GUYANA PRECIOUS METALS INC. SIGNS AGREEMENT TO ACQUIRE DPG RESOURCES INC.

TORONTO, 27 May 2013 /CNW/ – Guyana Precious Metals Inc. (TSX-V:GPM) (the “Company” or “GPM”)

Mr. John Sheridan reports

GUYANA PRECIOUS METALS INC. SIGNS AGREEMENT TO ACQUIRE DPG RESOURCES INC.

Guyana Precious Metals Inc. has entered into a binding letter agreement dated May 24, 2013, for the acquisition of 100 per cent of the common shares of DPG Resources Inc., a company incorporated under the laws of the province of Ontario. The terms of the letter agreement require the completion of certain conditions precedent to the acquisition, including among other things, satisfactory due diligence, execution of a definitive agreement, and receipt of all necessary regulatory and shareholder approvals.

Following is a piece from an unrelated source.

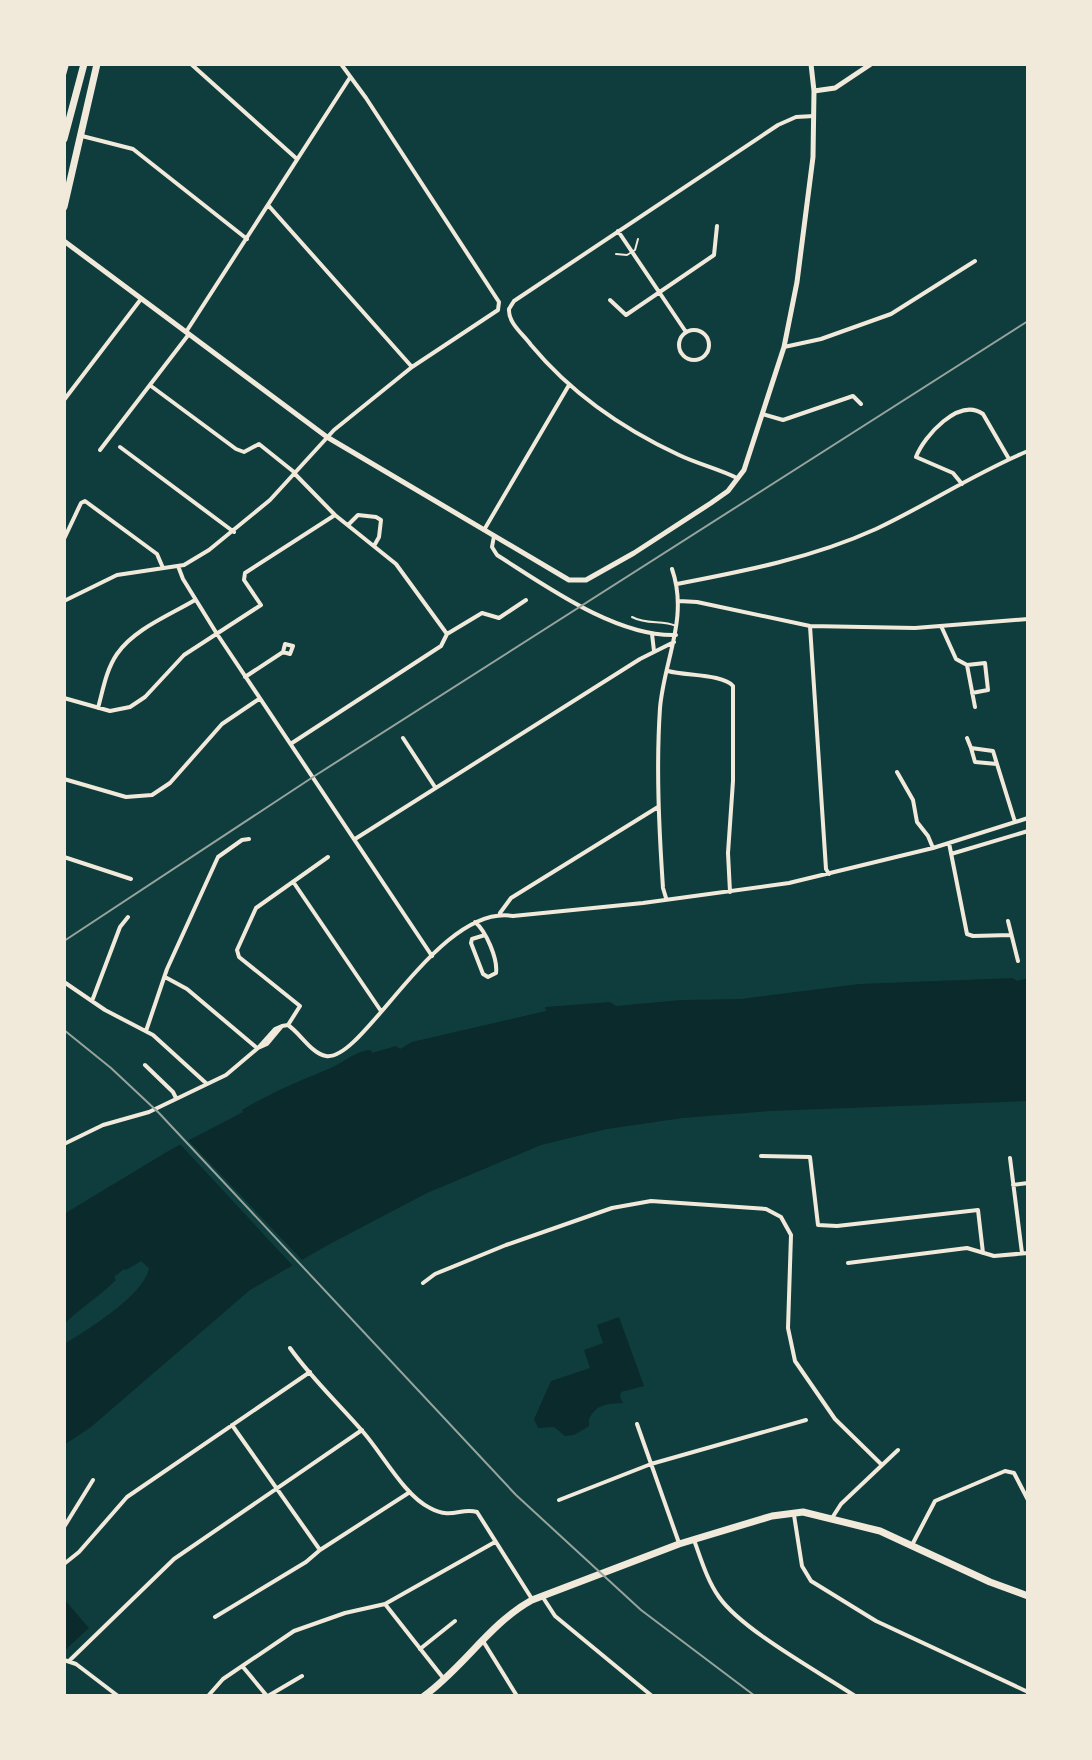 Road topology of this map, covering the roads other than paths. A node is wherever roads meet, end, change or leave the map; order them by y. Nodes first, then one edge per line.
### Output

Upon closing of the Acquisition, (i) each common share of DPG outstanding shall be exchanged for one common share of GPM and one common share purchase warrant of GPM (each, a “Warrant”); and (ii) there will be no convertible securities of DPG outstanding. Each Warrant shall entitle the holder thereof to acquire one additional common share of GPM at an exercise price of $0.10 for a period of two years from the date of issuance thereof. DPG has no convertible securities outstanding. Based on the number of securities of GPM and DPG currently outstanding, immediately following the closing of the Acquisition, it is anticipated that (i) there will be approximately 110,514,513 common shares of GPM outstanding on a non-diluted basis, or which former shareholders of DPG will own approximately 18,700,000 such common shares (or approximately 16.9% of the outstanding shares of the resulting issuer) and the current shareholders of GPM will own approximately 91,814,513 common shares (or 83.1% of the outstanding shares of the resulting issuer); and (ii) there will be approximately 62,425,000 convertible securities of GPM outstanding, inclusive of the Warrants.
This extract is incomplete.